A Proclamation for schoolchildren

Pictured left, left to right: Katie Crilly, Richard Purdy, Donal Lahmann, Toni Daly, Josh King.

Pictured left, left to right: Katie Crilly, Richard Purdy, Donal Lahmann, Toni Daly, Josh King.

This year, as part of the 1916 centenary celebrations, March 15th was designated Proclamation Day. Every school in Ireland was invited to write a new Proclamation for 2016, using the 1916 Proclamation as a foundation. The intention was that the new Proclamation would reflect the values, ideals and aspirations of the generation of 2016.

The aim of the initiative was to assist teachers in facilitating a discussion with their students about the key themes of the 1916 Proclamation and to prompt debate on the contents of their Proclamation for 2016.

It has proven to be a very valuable undertaking, giving a real insight into the views of today’s students while creating awareness about the events of 1916.

Needless to say, the three Ringsend schools, St. Patrick’s Boys School, St. Patrick’s Girls School and Ringsend College, rose admirably to the challenge. The resulting Proclamations will give anyone who reads them hope for the future of Irish society.

There were common themes in all three documents. The students’ pride that a small country like Ireland punches above its weight on the global stage is obvious. Liam Neeson, Saoirse Ronan, Robbie Keane, Conor McGregor, Seamus Heaney and Roddy Doyle were all acknowledged as important role models.

A desire for an inclusive society which offers a warm welcome to newcomers and equal opportunities to all was in evidence too. Students want to see “an end to racism, sexism and all forms of bigotry” and a “fair society where there isn’t such a big gap between rich and poor.”

The issues that concern this generation of students were apparent. A call for “high employment rates and job protection for all workers,” an “end to involuntary emigration” and a call for “world class health care” demonstrate that the students are well aware of the challenges they face in the future.

Students from all three schools are deeply concerned about homelessness and would like to see more done to tackle it. Green issues were on the agenda too, with calls to “plant more trees, conserve energy and preserve water.” St. Patrick’s Boys school want to see “an end to the idea that the Irish are drunks” stating: “we don’t like drunkenness.”

Students worked with their teachers and had class discussions to come up with the issues that they believe are important enough to be included in the final documents. In the process they examined those issues and the impact that they have on society.

The children were already focusing on the 1916 centenary celebrations before they began the Proclamation project, with 1916 evenings which were open to the community, discussions between students, parents and grandparents about the Rising and its consequences, and a parent/student 1916 tour, which brought up issues of interest.

Below: The Proclamation by St Patrick’s Girls N.S.

Below: The Proclamation by St Patrick’s Girls N.S.

Therefore, students had a good idea what a Proclamation should aspire to do.

Some of the students involved in the project spoke to Newsfour about how they enjoyed the process of making their own Proclamations.

Katie Crilly, a 6th class student in St Patrick’s Girls National School said, “It was very interesting making our own proclamation.
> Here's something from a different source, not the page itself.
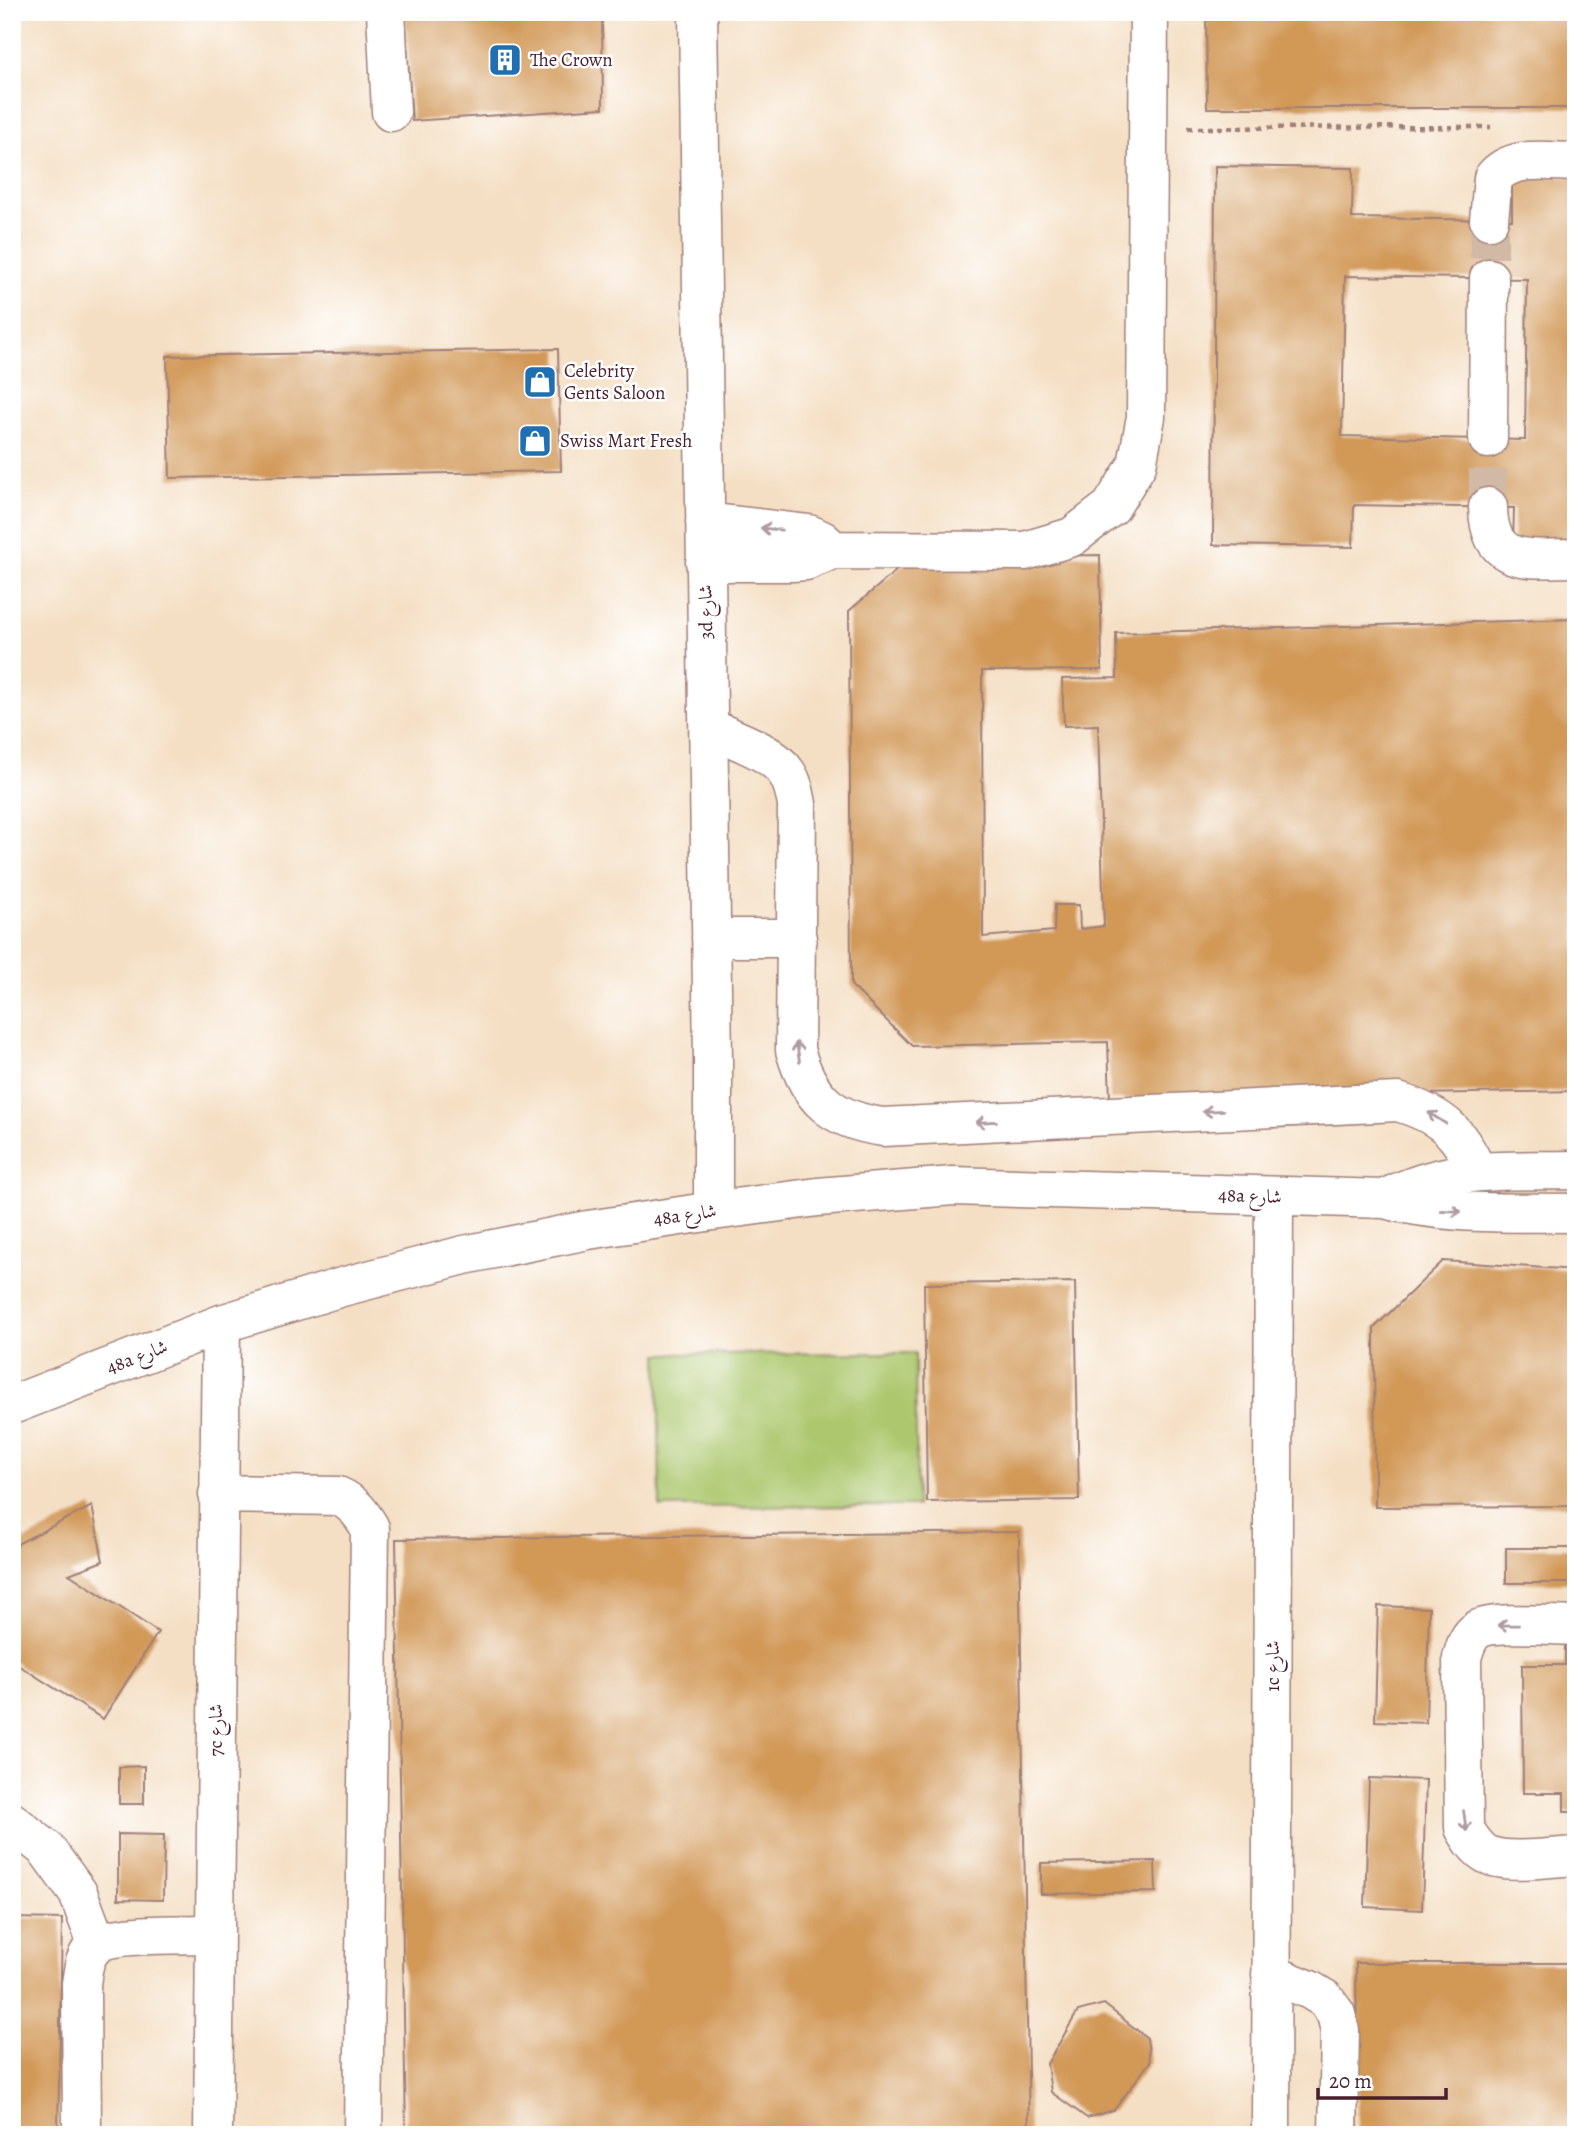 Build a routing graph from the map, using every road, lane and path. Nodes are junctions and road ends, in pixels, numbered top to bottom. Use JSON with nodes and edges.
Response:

I believe that we could do so much more than we have done over the past 100 years.”

Katie’s classmate, Toni Daly, agreed. Toni is confident that “if we all work for it we will achieve what we asked for.”

Both girls had the nerve-wracking task of reading their Proclamation at the 1916 Showcase, which was held in the school hall on April 27th. The students gave copies of the re-written Proclamation to parents and visitors at the showcase.

Josh King from St Patrick’s Boys National School told Newsfour that students were asked to write down what they would like to include in the final document. This led to a discussion in class about the subjects raised.

His classmate, Richard Purdy, did his research by reading newspapers to see what would make Ireland a better country before narrowing down his suggestions to the issues he believes are the most important.

The children were in general agreement about what should go into the documents, with some edits and rewrites. Home School Liaison Teacher, Mr Donal Lehmann, managed the project. He is “very impressed with how proud (of Ireland) the students are, and how positive.” He explains further that “they focused on what changes that they would like to see, not on what is wrong with the country.” He was impressed to find that the students were careful to be inclusive and to discover that “the discussions that the students had were quite topical and show that the students have a sense of what is going on in the country and what is important.”